Floods and high-water in Venice usually occur in the fall and sometimes in the Spring. Known as "Acqua Alta" by the Venetians, high water and floods are caused by rising sea tides, high winds and when there's a high level of humidity and can occur at any time of year, but rarely lasts more than a couple of hours at a time.
The Venetians call it "Aqua Alta", church bells rings and sirens resound throughout the city centre of Venice warning on the impeding floods in Venice in arrival with the next high tide.The flooding of Venice, when it does happen, is only temporary lasting around 1 to 2 hours depending on the level of the tide. The floods in Venice do not take place everyday.
The high waters are related to many factors that are discussed below. You can enjoy visiting Venice all year round and the threat of floods should not prevent you from visiting the city. Just come prepared with a good pair of boots from November through January, and enjoy the spectacle, if it happens!
The city of Venice has always faced an on-going battle with mother nature in the form of the Venetian lagoon and the Adriatic sea. The Venetian Lagoon that completely encircles the city is the largest natural lagoon in Italy. It's brackish waters are extremely shallow, and there are only a few areas of the lagoon where man has intervened that the water depth is over a few feet.
“Aqua Alta” as its known by the Venetians is a regular occurrence in Venice. There are numerous factors that can play a role in creating the high waters that flood the city of Venice. The main culprit is the tidal flow of the Adriatic as it pushes water into the Lagoon. This tidal flow tends to be at its most influential at the beginning and end of the full moon cycle.

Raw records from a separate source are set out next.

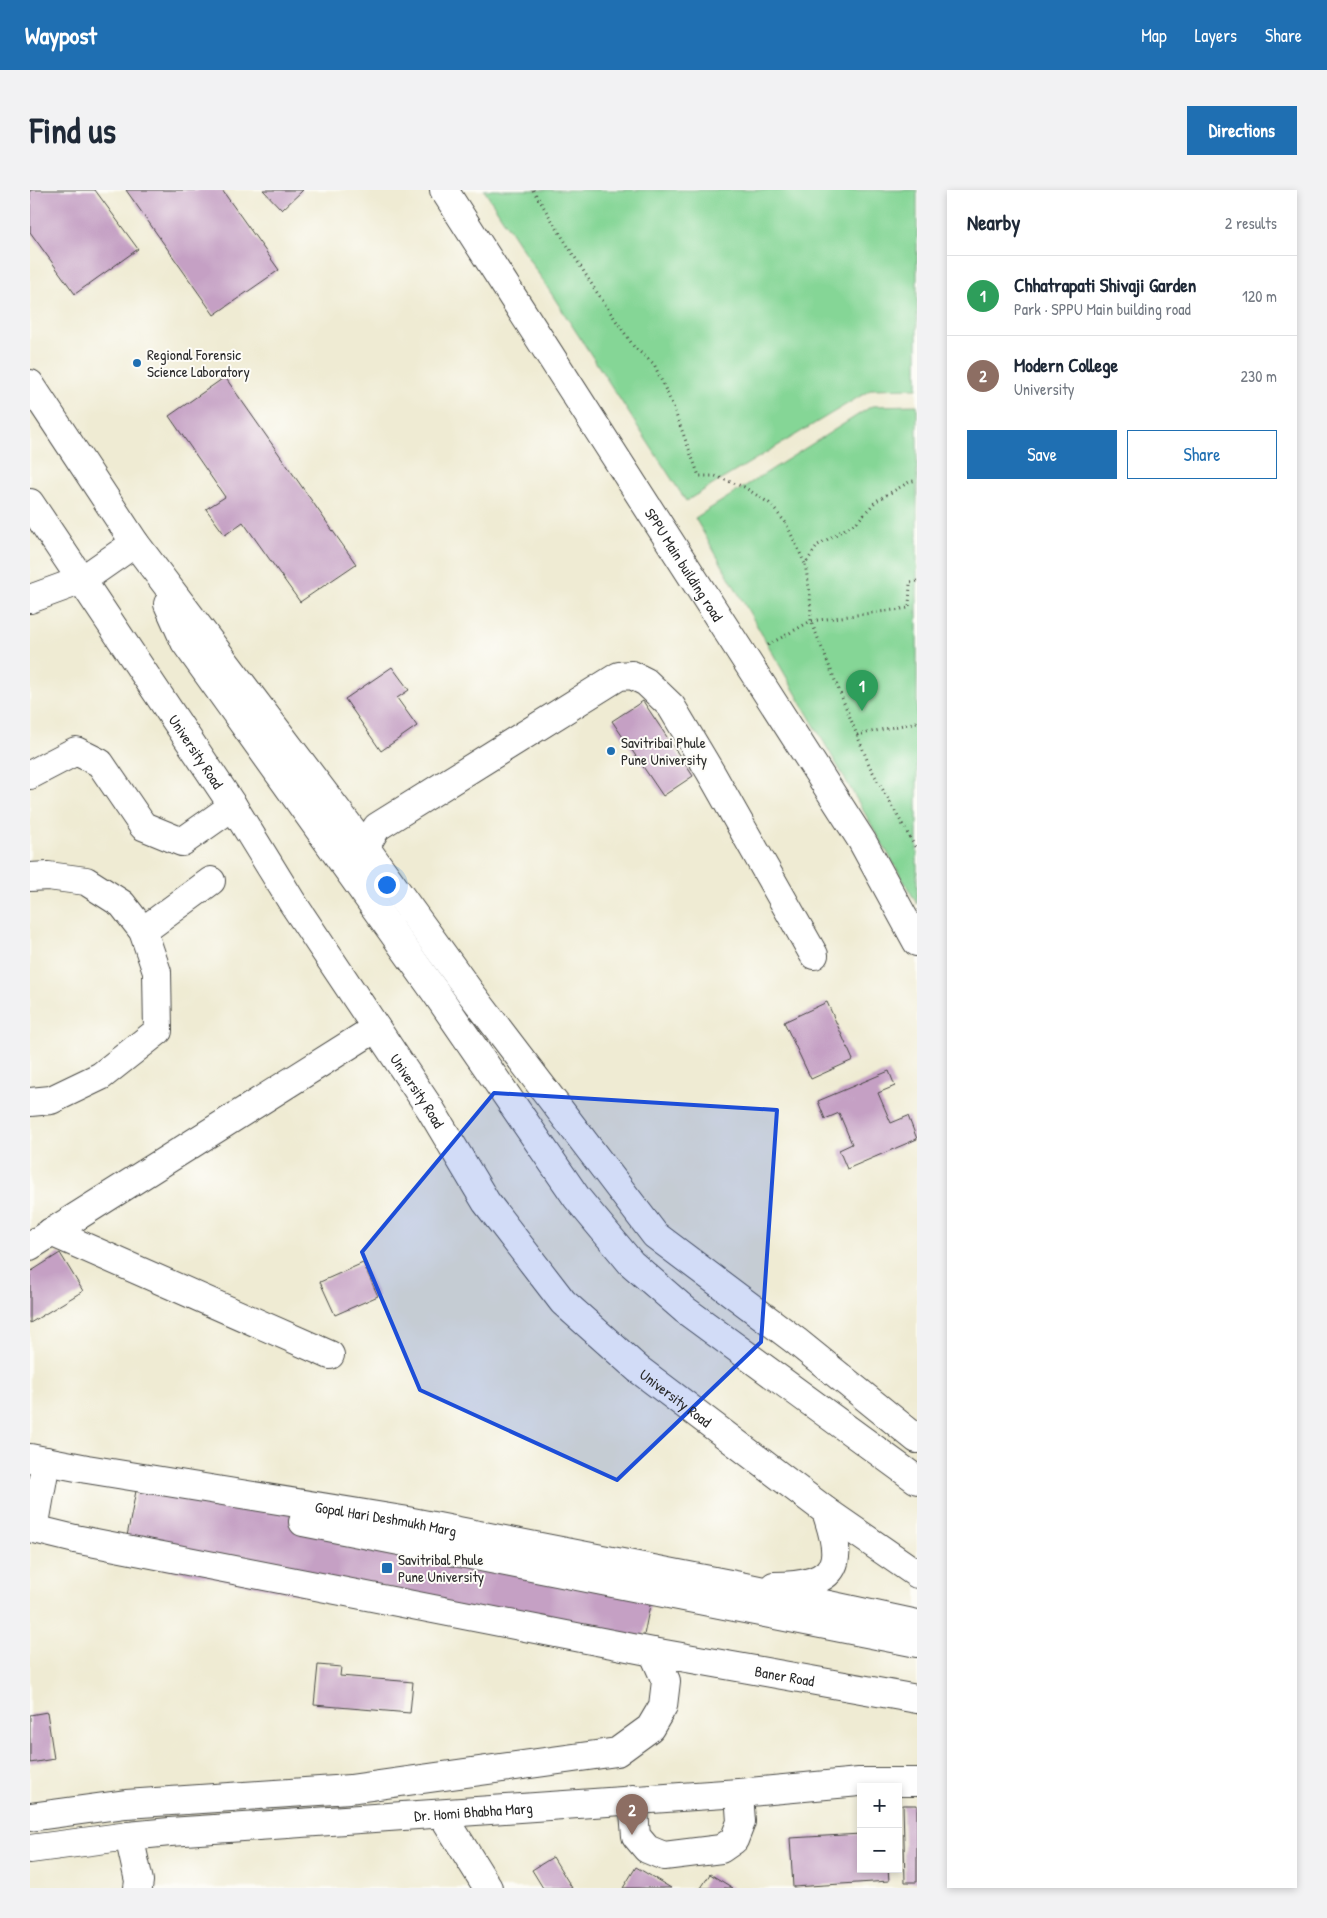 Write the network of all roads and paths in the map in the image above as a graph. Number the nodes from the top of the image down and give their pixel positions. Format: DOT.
graph roads {
  1 [pos="444,190"];
  2 [pos="533,190"];
  3 [pos="30,384"];
  4 [pos="917,480"];
  5 [pos="30,503"];
  6 [pos="135,543"];
  7 [pos="805,564"];
  8 [pos="152,566"];
  9 [pos="82,580"];
  10 [pos="917,581"];
  11 [pos="30,599"];
  12 [pos="811,621"];
  13 [pos="744,659"];
  14 [pos="917,722"];
  15 [pos="857,735"];
  16 [pos="30,775"];
  17 [pos="233,806"];
  18 [pos="365,846"];
  19 [pos="917,850"];
  20 [pos="30,878"];
  21 [pos="211,881"];
  22 [pos="143,931"];
  23 [pos="917,942"];
  24 [pos="814,955"];
  25 [pos="376,1028"];
  26 [pos="30,1102"];
  27 [pos="41,1239"];
  28 [pos="330,1356"];
  29 [pos="917,1439"];
  30 [pos="38,1459"];
  31 [pos="917,1480"];
  32 [pos="201,1488"];
  33 [pos="826,1511"];
  34 [pos="32,1528"];
  35 [pos="197,1563"];
  36 [pos="917,1574"];
  37 [pos="740,1586"];
  38 [pos="917,1624"];
  39 [pos="917,1643"];
  40 [pos="653,1652"];
  41 [pos="917,1692"];
  42 [pos="917,1699"];
  43 [pos="917,1782"];
  44 [pos="738,1793"];
  45 [pos="633,1799"];
  46 [pos="126,1804"];
  47 [pos="442,1814"];
  48 [pos="30,1818"];
  49 [pos="129,1836"];
  50 [pos="30,1849"];
  51 [pos="138,1888"];
  52 [pos="488,1888"];
  1 -- 13 [label="main road, SPPU Main building road"];
  2 -- 7 [label="path"];
  3 -- 6 [label="main road"];
  4 -- 7 [label="path"];
  5 -- 9 [label="main road, University Road"];
  6 -- 8 [label="main road"];
  6 -- 9 [label="main road"];
  7 -- 12 [label="path"];
  8 -- 18 [label="main road"];
  8 -- 31 [label="main road"];
  9 -- 11 [label="main road"];
  9 -- 17 [label="main road, University Road"];
  10 -- 12 [label="path"];
  12 -- 13 [label="path"];
  12 -- 15 [label="path"];
  13 -- 23 [label="main road, SPPU Main building road"];
  14 -- 15 [label="path"];
  15 -- 19 [label="path"];
  16 -- 17 [label="main road"];
  17 -- 25 [label="main road, University Road"];
  18 -- 24 [label="main road"];
  18 -- 29 [label="main road"];
  20 -- 22 [label="main road"];
  21 -- 22 [label="main road"];
  22 -- 26 [label="main road"];
  25 -- 27 [label="main road"];
  25 -- 33 [label="main road, University Road"];
  27 -- 28 [label="main road"];
  30 -- 32 [label="main road, Gopal Hari Deshmukh Marg"];
  30 -- 34 [label="main road"];
  32 -- 37 [label="main road, Gopal Hari Deshmukh Marg"];
  32 -- 39 [label="main road"];
  33 -- 36 [label="main road, University Road"];
  33 -- 37 [label="main road"];
  34 -- 35 [label="main road"];
  35 -- 40 [label="main road"];
  35 -- 41 [label="main road"];
  37 -- 38 [label="main road"];
  40 -- 42 [label="main road, Baner Road"];
  40 -- 46 [label="main road"];
  43 -- 44 [label="main road, Dr. Homi Bhabha Marg"];
  44 -- 45 [label="main road, Dr. Homi Bhabha Marg"];
  44 -- 45 [label="main road"];
  45 -- 47 [label="main road, Dr. Homi Bhabha Marg"];
  46 -- 48 [label="main road"];
  46 -- 49 [label="main road"];
  47 -- 49 [label="main road, Dr. Homi Bhabha Marg"];
  47 -- 52 [label="main road"];
  49 -- 50 [label="main road, Dr. Homi Bhabha Marg"];
  49 -- 51 [label="main road"];
}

Although, typically, Venice if it does flood tends to flood around the changing of the seasons in the Fall and the Spring. November is normally the worst month for flooding in Venice, although, flooding is not uncommon through out the winter months. In 2004, we even had high water flooding the streets of Venice in July.
After the influence of the tides, the winds blowing down from the Balkans or up from the Sahara can also play a major role in the floods of Venice. Pushing water on to the city, wave after wave until all the streets of Venice become flooded. Winds from the Sahara were the cause of floods on the first Sunday of November that took everyone in Venice by surprise. A forecasted 1.10 M above the regular water mark would cover St Marks and it environs, but when the water rose to 1.40 M ( up to 3ft of water in St Marks) everything was flooded.
Many shopkeepers and home owners were left stranded, and over the following days the streets of Venice were littered with all kinds of items damaged by the floods that owners had left out for the refuge collectors to take away. Humidity and the air temperature can also play a major role with the floods of Venice.
When its humid and unseasonably warm this can also assist in increasing the danger of high water and floods in Venice. During the third week of November this year, with the temperatures dipping below zero at night and without any humidity the water levels dropped down to as low as minus 0.70 M at low tide. In fact, the tide was so low you could almost walk to Venice across the exposed sand banks and marshes of lagoon from the mainland.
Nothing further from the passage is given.